Gliederung und Fassung des Freiraumes durch die Positionierung des neuen Baukörpers und Schaffung neuer Gartensituationen mit ideal nutzbaren, den Kleinkindergruppen und Bildungsräumen direkt zugeordnetem Freiraum, wird erreicht.

Der dreigeschossige Baukörper, mit Trennung zwischen halböffentlichem Programm im Erdgeschoß und privatem Bereich (Biber) in den Obergeschossen, wird geplant.

Durch die Lage des Baukörpers wird zusätzliches Freiraumangebot mittels des großzügigen Lern- und Aufenthaltsgartens auf der Dachebene für alle Bildungs- und Lernzonen  eine optimale Besonnung erreicht.

Entlang der Atemgasse ist der langgestreckte Vorplatz als lineare Übergangs- Aufenthalts- und Pufferzone mit Treffpunkten, Sitzgelegenheiten und Fahrradabstellflächen angeordnet.

Darüber hinaus definiert der Vorplatz durch die Umgrenzung des Dachgartens eine klare Trennung zum Straßenraum und eine bauliche Kante zur neuen Bebauung.

Größtmögliche besonnte Freiflächen mit den unterschiedlichen Zonen, Nutzungen und schaltbaren Bereichen werden geschaffen.

Der Dachgarten mit den Kommunikations- und Lernzonen im Freien erweitert das Raumangebot der Biber.

Über die Campusgasse gelangt man zu den öffentlichen Bereichen des Erdgeschosses und weiterführend über die Stiegenanlagen zu den Bibern in den Obergeschoßen.

Das Campusgebäude besteht aus einem kleinen Untergeschoss, einem Erdgeschoss und zwei Obergeschossen mit eigenen Zugängen zu den Förderklassen, dem Jugendzentrum, dem Festsaal und den Turnsälen.

Die innere Organisation der einzelnen Einheiten ist übersichtlich über kurze Wege realisiert. Die Campusgasse ist gleichzeitig Drehscheibe und Verteiler der verschiedenen Bereiche (kurze Wege und daher einfache Orientierung).

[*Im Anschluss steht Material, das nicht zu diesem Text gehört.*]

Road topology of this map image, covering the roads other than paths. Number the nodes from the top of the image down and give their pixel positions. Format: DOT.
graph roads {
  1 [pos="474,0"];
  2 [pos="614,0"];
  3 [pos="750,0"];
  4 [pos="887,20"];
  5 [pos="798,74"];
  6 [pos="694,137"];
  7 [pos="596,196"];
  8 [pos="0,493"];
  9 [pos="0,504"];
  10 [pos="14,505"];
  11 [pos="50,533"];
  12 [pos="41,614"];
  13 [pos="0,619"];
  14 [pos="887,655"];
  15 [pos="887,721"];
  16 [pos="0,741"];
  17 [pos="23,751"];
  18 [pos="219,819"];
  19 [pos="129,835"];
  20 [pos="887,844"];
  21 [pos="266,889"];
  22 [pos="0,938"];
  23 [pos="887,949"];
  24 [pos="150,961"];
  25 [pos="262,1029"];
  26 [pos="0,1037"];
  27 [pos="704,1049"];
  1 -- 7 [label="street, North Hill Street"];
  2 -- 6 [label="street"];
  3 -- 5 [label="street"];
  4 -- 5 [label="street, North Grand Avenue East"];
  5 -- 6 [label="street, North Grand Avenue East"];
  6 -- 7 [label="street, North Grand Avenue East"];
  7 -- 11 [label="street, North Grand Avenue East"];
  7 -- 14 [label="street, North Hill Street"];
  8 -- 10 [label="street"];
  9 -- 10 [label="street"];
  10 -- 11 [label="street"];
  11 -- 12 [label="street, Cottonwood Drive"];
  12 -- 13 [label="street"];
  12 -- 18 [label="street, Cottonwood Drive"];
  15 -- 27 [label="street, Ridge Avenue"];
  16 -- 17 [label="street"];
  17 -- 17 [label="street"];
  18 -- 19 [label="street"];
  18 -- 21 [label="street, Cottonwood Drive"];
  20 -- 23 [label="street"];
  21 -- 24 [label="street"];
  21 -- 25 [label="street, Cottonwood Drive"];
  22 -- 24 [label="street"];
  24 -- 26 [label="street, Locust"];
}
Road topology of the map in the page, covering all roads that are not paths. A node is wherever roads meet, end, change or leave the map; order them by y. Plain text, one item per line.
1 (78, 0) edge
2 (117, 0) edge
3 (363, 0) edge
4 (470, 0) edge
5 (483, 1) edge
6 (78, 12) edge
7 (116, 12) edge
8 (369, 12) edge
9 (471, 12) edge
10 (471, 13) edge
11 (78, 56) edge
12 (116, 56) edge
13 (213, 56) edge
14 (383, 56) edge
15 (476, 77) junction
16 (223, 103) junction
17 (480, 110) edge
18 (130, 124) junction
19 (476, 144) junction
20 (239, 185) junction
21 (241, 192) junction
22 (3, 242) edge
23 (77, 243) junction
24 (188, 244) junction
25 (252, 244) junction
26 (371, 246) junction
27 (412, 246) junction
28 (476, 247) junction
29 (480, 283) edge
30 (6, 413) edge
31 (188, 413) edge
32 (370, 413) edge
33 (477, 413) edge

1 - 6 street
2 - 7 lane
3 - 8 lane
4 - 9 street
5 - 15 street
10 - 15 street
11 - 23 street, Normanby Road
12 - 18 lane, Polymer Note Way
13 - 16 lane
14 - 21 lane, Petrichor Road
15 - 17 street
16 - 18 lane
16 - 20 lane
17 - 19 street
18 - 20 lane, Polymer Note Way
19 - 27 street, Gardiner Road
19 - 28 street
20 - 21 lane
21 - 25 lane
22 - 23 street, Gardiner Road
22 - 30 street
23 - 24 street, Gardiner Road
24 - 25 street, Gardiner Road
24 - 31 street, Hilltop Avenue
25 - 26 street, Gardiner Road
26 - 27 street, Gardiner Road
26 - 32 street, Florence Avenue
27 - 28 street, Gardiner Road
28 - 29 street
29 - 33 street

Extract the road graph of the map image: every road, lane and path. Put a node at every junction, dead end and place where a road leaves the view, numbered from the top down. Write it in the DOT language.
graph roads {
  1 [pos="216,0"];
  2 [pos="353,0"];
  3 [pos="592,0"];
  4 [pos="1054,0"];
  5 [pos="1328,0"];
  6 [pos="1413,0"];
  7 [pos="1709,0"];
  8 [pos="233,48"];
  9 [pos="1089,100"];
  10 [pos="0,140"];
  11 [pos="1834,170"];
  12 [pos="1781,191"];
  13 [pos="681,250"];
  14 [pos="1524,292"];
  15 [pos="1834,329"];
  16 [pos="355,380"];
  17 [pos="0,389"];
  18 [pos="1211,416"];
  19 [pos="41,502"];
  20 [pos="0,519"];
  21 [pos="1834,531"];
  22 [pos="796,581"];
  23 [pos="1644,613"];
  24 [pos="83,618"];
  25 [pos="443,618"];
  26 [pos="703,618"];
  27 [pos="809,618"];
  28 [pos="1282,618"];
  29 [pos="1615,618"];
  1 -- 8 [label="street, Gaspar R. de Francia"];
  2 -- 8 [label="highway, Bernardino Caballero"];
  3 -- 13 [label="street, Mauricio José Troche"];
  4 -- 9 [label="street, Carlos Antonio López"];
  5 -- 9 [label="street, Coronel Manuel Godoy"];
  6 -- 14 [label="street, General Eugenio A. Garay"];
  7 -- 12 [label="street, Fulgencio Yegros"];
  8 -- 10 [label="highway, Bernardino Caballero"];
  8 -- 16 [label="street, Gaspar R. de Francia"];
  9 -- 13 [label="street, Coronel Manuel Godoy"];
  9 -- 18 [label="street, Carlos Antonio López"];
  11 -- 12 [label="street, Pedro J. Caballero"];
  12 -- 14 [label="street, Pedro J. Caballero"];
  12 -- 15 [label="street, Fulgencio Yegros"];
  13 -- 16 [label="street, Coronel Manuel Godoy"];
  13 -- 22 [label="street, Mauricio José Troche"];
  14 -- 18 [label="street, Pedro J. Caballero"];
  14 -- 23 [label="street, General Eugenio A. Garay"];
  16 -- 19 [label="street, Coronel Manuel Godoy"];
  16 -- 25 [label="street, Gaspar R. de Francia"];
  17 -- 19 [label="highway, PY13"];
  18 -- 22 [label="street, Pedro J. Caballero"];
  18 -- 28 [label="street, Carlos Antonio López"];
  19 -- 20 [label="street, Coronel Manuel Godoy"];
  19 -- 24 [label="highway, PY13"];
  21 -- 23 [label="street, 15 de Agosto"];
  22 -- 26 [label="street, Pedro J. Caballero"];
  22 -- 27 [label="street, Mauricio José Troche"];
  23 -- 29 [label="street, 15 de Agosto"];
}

Der Küchenbereich im Erdgeschoss ist mit Anschluss an die vertikale Erschließung positioniert. Kurze Wege zwischen den Einheiten, kurze horizontal und vertikal liegende Anlieferungswege, sowie optimale Belichtung aller Räume werden geboten.

Für größere Veranstaltungen bestehen vielfältige Möglichkeiten großzügige Räumlichkeiten anzubieten: die einzelnen Bereiche im Erdgeschoß wie Festsaal, Campusgasse und Turnsaal werden für solche Veranstaltungen mit den Außenräumen zu großen gemeinsamen Bereichen zusammengelegt.